=== Section Start ===

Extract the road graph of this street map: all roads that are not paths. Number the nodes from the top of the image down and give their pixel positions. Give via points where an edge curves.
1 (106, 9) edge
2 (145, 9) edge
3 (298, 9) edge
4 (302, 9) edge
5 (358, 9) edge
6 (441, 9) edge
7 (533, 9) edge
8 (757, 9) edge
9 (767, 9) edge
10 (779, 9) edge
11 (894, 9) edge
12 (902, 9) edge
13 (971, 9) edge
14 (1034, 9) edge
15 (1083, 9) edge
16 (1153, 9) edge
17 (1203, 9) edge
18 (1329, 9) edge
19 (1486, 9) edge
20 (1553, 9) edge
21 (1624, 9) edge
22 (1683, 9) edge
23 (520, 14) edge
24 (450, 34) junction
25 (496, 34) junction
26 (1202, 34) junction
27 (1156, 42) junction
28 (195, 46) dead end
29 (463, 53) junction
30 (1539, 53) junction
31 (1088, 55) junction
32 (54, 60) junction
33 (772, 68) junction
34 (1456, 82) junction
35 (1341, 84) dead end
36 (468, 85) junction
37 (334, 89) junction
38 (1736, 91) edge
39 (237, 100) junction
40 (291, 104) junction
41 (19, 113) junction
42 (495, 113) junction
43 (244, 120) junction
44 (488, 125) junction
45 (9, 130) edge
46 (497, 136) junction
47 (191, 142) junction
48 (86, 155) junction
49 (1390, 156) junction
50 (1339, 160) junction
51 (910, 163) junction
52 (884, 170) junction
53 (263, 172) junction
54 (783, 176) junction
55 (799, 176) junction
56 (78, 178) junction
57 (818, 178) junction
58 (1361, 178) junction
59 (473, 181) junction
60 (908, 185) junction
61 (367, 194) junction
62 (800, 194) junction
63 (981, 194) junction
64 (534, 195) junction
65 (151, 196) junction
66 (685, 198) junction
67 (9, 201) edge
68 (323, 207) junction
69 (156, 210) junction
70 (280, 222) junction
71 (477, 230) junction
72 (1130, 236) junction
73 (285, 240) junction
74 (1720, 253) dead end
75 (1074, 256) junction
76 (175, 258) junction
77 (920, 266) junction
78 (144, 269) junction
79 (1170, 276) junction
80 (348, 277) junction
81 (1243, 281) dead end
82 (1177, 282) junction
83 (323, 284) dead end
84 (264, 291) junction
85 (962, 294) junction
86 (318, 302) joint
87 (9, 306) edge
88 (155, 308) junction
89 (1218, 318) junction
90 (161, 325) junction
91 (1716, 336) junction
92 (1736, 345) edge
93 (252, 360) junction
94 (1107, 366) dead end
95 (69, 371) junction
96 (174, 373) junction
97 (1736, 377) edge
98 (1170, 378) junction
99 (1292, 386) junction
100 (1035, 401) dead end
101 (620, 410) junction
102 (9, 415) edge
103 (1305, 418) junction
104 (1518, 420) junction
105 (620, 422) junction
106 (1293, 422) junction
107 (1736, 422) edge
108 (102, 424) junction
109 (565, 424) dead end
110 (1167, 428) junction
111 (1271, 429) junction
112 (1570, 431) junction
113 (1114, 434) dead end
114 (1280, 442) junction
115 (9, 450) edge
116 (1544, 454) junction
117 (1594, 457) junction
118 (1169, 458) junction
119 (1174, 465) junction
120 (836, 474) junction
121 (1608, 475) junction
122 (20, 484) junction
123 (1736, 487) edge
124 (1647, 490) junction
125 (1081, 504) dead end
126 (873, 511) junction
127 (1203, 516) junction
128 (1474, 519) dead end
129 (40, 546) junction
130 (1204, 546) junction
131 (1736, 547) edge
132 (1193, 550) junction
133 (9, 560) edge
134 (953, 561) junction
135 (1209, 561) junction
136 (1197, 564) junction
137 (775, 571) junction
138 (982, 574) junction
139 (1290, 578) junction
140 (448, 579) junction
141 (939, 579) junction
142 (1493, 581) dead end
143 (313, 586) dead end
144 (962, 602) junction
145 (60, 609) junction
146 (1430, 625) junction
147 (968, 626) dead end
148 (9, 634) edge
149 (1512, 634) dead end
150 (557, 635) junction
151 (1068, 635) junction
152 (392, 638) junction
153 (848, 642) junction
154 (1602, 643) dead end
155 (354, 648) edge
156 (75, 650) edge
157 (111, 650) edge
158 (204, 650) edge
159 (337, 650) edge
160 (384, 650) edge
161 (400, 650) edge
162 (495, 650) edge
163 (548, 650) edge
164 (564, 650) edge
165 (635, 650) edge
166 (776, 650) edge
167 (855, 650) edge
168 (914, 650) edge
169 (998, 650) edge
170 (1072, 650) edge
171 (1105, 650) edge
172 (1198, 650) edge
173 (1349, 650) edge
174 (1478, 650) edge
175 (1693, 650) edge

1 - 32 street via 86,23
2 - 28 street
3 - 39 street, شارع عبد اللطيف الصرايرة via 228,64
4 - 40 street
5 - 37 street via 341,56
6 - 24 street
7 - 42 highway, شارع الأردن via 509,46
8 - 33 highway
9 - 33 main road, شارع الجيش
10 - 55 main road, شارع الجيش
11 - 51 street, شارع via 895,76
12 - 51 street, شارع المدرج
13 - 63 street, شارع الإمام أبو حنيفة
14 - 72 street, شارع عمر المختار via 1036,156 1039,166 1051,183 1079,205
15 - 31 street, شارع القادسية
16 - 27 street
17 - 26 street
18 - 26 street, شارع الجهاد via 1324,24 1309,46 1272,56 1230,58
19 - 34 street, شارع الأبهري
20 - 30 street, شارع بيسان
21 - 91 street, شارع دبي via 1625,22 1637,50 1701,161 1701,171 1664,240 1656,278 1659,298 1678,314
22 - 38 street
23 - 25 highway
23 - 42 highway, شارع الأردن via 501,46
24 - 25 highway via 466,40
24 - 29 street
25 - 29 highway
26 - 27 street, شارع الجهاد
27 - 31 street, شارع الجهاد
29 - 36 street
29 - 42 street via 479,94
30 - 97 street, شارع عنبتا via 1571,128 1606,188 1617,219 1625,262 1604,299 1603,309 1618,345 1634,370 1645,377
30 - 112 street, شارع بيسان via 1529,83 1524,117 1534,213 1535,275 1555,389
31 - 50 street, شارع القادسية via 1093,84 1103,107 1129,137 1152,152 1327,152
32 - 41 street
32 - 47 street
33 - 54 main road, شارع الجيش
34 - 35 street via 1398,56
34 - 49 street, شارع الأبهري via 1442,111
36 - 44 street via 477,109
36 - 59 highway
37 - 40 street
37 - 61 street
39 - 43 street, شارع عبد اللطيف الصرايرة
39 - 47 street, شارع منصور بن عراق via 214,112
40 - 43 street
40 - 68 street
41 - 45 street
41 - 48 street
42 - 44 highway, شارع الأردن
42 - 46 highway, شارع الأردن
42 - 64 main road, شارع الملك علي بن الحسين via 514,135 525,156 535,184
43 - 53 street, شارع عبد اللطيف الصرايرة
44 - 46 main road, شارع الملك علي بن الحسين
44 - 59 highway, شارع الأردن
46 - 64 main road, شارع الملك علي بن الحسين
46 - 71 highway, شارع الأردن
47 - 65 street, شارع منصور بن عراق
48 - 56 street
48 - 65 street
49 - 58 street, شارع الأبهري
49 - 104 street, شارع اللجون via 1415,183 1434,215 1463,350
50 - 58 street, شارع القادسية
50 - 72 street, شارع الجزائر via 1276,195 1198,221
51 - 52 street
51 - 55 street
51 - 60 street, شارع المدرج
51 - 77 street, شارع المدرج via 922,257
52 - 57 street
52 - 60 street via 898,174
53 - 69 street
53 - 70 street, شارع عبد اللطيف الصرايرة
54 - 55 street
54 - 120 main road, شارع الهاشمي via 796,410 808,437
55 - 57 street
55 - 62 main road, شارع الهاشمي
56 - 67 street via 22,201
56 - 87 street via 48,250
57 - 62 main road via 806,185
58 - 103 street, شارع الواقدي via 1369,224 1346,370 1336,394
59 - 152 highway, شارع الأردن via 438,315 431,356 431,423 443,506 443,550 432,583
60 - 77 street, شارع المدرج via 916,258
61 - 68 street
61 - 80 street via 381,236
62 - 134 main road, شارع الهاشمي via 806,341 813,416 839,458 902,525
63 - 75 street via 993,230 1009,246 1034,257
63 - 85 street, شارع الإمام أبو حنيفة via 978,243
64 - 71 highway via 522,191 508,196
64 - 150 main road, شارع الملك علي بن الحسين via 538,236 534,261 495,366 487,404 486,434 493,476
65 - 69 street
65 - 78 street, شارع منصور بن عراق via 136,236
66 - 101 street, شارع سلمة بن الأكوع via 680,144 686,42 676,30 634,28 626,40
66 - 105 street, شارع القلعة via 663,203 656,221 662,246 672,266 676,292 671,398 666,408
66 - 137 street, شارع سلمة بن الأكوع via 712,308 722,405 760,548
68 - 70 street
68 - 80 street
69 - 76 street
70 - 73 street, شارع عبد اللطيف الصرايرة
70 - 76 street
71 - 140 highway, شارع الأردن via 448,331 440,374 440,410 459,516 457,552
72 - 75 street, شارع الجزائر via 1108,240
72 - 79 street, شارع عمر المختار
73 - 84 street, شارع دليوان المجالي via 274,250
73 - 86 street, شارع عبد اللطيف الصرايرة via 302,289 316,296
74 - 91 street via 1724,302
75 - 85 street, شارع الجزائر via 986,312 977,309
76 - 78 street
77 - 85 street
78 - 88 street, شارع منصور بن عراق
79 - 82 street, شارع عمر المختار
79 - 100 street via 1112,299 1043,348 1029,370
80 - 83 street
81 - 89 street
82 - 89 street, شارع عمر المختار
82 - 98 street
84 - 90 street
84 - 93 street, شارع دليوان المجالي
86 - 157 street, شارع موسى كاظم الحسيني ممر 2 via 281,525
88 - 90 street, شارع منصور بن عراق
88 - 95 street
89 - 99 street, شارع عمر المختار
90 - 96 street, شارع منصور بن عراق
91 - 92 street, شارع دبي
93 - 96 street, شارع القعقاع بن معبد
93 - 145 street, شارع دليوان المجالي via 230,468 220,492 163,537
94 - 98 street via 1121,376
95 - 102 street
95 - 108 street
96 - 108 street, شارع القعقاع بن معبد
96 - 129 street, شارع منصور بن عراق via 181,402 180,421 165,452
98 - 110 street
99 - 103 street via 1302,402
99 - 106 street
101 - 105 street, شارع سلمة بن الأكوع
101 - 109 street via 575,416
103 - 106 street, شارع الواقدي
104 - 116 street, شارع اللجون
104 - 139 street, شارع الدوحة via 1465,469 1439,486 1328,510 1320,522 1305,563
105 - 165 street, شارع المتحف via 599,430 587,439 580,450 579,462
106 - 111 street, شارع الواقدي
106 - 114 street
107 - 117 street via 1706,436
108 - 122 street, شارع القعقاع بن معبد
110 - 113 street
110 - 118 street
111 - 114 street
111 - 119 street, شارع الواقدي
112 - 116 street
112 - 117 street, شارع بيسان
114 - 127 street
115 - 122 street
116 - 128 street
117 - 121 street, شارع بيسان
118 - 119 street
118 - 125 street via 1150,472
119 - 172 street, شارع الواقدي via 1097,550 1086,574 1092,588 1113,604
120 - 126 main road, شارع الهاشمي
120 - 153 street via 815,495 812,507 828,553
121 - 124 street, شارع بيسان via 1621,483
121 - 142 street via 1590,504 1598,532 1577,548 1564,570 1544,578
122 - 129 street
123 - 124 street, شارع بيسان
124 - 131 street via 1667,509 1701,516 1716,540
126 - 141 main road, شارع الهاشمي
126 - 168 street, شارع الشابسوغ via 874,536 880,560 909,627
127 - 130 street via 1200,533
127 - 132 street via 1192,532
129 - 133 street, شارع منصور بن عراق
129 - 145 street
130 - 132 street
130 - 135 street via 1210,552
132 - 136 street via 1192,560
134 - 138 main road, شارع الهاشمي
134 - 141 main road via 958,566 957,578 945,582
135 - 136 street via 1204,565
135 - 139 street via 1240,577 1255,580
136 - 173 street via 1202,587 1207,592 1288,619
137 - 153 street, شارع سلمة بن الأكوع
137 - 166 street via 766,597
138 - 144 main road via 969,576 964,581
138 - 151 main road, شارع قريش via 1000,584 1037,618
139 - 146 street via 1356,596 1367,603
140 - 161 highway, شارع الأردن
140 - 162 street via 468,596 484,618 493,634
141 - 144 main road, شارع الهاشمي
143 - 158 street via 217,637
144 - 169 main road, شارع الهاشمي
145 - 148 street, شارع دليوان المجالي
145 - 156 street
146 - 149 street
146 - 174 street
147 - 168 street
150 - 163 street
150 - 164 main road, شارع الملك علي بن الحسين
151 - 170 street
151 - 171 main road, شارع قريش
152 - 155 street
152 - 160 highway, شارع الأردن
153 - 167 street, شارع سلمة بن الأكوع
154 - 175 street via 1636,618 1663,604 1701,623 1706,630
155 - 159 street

=== Section End ===

- TASK ITEM -
Copy every line of the material above in which the word "اللجون" appears.

- RESULT OF THIS TASK -
49 - 104 street, شارع اللجون via 1415,183 1434,215 1463,350
104 - 116 street, شارع اللجون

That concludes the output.